“We all sat very still, unable to speak, ashamed even to look at one another. Robert Kirby again was the first to break the silence.
“‘He should be stopped; he must be put under arrest,’ he said, but your father got up and stood with his back against the door.
“‘If it is true that my brother is guilty, and Heaven grant it is not so,’ he declared, ‘all the money shall be repaid at once. This matter is to go no farther.’
“We never saw Jack again. Your father had a letter from him, saying that of course he considered himself responsible for the losses to the company since his own folly had brought them about. ‘Other people may think I am guilty if they like. If you and Anna do not believe in me I do not care what decision Robert Kirby and his friends come to,’ he added. He had disposed of all the property left to him by our father and was turning over the sum realized to cover the defaulted amount. There was a little lacking, a few hundred dollars, and this he was obliged—you could see even in that business-like letter how it hurt him to do so—to ask your father to advance. In return he was delivering to him the title deeds ‘to that piece of land in Montana, Anna can tell you about it, there is no time to sell that in a hurry and I want this infernal business closed.’ That was the only letter we ever received from him, and that was ten years ago.
“The land he spoke of was this bit of hillside, with the cabin, where we are living now. We took a gay journey, during one of Jack’s vacations, just vaguely ‘West’ because he had always said there was the best opening for a man in the Western States, and he hoped to live there some day. His grandmother had given him a thousand dollars, ‘just to see how he would invest it,’ she said, and was a little dismayed when he came back and told her he had purchased a part of a mountain in Montana. We had been to the Coast; we had seen the Grand Cañon and Yellowstone Park. It was a man we met in the Park who persuaded Jack to buy this piece of land, saying that the timber on it was worth a good deal and there was always the chance of a mine. We come over to see the purchase and spent a day in Ely, though most of it was put in riding through the hills and scrambling over as many steep trails as we could find. We climbed so high we could see valley after valley spread out below us, and the air was so clear one felt that it was possible to see halfway round the world if only the mountains did not block the way. There were two or three riders scattered over the trail below, tiny black figures like toys, although everything was so still we could hear their voices shouting to one another and could hear the plunge and splash of a waterfall a mile away. It had been snowing on the peaks, but where we were it was hot in the blazing sunshine. Jack sat staring, staring, and staring into the valley and at last he said:
“Anna, from a height like this you ought to be able to see what sort of a place the world really is.”
“I have never forgotten.”
A burning pine cone fell from the heap of coals and rolled out on the hearth. Beatrice, who had been listening so intently that she had not moved, rose now and fell to mending the fire.
“And did you never find any trace of him?” Nancy gently brought Aunt Anna back to her story.

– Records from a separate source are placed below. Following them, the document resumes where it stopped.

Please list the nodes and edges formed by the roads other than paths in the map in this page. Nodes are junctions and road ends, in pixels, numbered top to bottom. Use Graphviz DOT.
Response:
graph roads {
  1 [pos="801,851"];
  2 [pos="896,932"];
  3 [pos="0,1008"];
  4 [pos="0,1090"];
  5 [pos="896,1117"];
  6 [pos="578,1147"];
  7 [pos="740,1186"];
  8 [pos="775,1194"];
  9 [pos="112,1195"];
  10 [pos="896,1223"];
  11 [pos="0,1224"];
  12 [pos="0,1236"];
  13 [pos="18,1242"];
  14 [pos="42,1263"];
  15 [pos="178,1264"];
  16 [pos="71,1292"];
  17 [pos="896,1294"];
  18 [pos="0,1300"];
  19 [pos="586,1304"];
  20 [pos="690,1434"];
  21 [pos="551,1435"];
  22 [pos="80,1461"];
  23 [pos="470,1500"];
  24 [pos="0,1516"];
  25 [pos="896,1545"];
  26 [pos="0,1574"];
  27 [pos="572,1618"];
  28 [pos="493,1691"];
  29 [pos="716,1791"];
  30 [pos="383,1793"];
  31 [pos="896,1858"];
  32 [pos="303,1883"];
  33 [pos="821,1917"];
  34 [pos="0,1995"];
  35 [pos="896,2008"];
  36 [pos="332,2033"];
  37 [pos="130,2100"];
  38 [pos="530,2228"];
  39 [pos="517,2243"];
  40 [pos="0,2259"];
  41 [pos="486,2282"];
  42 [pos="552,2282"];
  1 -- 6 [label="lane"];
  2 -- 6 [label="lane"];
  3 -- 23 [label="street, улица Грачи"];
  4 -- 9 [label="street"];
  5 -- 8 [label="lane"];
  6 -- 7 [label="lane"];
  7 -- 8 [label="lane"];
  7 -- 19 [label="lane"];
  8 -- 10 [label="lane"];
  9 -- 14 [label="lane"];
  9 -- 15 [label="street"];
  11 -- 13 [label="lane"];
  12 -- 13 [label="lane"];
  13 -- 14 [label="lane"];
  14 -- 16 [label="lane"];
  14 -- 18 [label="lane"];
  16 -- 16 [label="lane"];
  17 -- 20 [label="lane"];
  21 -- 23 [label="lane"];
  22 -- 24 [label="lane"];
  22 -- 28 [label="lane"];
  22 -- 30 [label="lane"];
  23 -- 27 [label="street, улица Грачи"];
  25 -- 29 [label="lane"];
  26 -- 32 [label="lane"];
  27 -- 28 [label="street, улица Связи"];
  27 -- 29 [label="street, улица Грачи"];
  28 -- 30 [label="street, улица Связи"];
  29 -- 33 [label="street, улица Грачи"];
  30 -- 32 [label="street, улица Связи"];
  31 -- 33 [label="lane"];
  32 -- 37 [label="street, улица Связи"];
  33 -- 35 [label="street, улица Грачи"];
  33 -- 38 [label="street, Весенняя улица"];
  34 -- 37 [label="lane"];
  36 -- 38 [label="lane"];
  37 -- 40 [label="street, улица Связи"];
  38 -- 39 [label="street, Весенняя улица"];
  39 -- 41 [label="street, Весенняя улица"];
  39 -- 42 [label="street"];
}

“Never, my dear, though we tried in every way you could imagine. He was determined to disappear out of our lives, and we were not able to prevent it. A year or two later the same contractor was proved to be connected with some such scandalous frauds that he was sent to the penitentiary. The first matter was dropped on account of your father’s influence and the fact that Jack had made restitution, so that the man was bolder when he tried again. Your father had made some effort to procure proof against him, but there was nothing definite enough to exonerate Jack before the world. When the man was finally convicted, we thought that must surely clear my brother’s name. Yet I was present when your father laid the facts before Robert Kirby, who only grunted and said that nothing could convince him that they had not worked together the first time. When I say my prayers and come to the place where we must forgive our enemies, I have to struggle with myself all over again to forgive Robert Kirby, although all the time I know him to be nothing but a misled, ignorant, obstinate old man.”